Anne de Bourbon (1380 – September 1408) was a daughter of John I, Count of La Marche and his wife Catherine of Vendôme. She was a member of the House of Bourbon.

==Family==
Anne was one of the seven children of John I, Count of La Marche and Catherine de Vendôme. Included among her siblings were James II, Count of La Marche, Louis, Count of Vendôme, and Queen Charlotte of Cyprus. Through her sister, Anne was the aunt of John II of Cyprus and Anne, Duchess of Savoy. She also had an illegitimate half-brother by her father's relationship with a mistress.

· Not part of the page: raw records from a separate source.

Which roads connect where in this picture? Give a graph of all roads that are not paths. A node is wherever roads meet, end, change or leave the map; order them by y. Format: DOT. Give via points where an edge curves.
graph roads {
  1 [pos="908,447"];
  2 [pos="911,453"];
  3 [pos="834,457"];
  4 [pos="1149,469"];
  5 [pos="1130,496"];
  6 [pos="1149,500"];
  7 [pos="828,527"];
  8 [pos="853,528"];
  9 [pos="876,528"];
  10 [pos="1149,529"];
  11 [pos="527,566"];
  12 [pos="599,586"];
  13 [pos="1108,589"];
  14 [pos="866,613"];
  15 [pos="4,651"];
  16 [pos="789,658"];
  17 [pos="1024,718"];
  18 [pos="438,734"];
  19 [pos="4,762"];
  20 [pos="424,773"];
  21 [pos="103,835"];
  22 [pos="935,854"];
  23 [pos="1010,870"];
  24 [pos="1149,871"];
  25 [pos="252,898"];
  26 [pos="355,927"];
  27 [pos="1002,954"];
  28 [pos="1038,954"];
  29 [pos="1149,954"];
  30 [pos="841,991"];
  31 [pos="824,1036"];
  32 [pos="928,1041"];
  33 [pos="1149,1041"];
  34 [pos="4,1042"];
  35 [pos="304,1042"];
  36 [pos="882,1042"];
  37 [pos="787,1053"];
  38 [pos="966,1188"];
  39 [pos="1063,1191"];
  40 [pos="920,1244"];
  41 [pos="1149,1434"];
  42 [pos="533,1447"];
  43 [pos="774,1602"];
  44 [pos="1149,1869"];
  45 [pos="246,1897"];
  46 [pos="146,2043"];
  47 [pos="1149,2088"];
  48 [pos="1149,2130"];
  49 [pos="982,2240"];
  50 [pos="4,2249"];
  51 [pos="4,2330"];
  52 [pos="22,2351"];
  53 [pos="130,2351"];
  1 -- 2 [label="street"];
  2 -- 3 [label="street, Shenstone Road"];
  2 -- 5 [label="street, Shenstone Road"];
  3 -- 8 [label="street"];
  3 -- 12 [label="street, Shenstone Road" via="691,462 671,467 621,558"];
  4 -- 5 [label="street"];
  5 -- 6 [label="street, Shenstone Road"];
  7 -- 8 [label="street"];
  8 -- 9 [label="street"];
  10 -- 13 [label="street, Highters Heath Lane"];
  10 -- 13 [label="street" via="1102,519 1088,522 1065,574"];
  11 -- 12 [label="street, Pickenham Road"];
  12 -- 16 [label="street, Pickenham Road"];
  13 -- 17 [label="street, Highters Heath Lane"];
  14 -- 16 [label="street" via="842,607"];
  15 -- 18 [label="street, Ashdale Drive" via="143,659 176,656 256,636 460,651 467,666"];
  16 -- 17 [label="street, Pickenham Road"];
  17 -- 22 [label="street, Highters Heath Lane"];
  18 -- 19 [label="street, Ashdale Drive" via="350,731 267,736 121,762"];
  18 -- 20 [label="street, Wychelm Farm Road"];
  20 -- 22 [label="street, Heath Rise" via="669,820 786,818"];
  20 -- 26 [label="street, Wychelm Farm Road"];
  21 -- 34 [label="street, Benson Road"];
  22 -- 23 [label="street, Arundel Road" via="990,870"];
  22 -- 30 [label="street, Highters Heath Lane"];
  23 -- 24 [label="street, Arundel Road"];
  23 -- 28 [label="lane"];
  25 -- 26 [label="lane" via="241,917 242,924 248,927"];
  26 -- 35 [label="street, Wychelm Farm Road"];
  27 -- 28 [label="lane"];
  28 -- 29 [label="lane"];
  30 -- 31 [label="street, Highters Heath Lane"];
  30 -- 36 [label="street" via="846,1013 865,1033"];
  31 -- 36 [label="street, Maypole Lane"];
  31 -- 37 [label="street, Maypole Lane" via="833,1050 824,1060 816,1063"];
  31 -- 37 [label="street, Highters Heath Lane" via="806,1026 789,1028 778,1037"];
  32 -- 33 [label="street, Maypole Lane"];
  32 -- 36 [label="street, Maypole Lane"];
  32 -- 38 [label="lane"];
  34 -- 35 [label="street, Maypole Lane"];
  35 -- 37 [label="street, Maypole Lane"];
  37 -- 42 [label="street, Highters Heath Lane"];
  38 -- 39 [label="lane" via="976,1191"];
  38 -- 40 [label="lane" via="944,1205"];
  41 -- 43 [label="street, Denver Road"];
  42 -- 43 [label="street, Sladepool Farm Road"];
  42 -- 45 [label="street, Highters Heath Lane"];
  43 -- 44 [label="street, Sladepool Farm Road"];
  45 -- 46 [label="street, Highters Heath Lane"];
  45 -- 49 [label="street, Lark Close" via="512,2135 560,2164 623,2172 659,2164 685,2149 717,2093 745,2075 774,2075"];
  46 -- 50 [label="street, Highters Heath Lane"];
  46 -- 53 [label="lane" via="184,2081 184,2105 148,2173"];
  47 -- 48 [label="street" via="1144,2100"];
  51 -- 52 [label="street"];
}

Anne's paternal grandparents were James I, Count of La Marche and Jeanne de Châtillon. Her maternal grandparents were Jean VI, Count of Vendôme and Jeanne of Ponthieu.

==First marriage==
In 1390, Anne became the second wife of John de Valois, Count of Montpensier, a grandson of John II of France. His first wife Catherine of Valois had died at the age of 10, so John was in need of an heir. Like his first marriage however, Anne and John produced no surviving children. He died in 1397, freeing Anne for a second marriage.

==Second marriage==
On 1 October 1402, in Paris, Anne remarried to Louis of Bavaria, the brother of Queen Isabeau of France. He succeeded his father as Duke of Bavaria in 1413, after Anne's death. They had one surviving son:

- Louis VIII, Duke of Bavaria (1 September 1403 – 7 April 1445)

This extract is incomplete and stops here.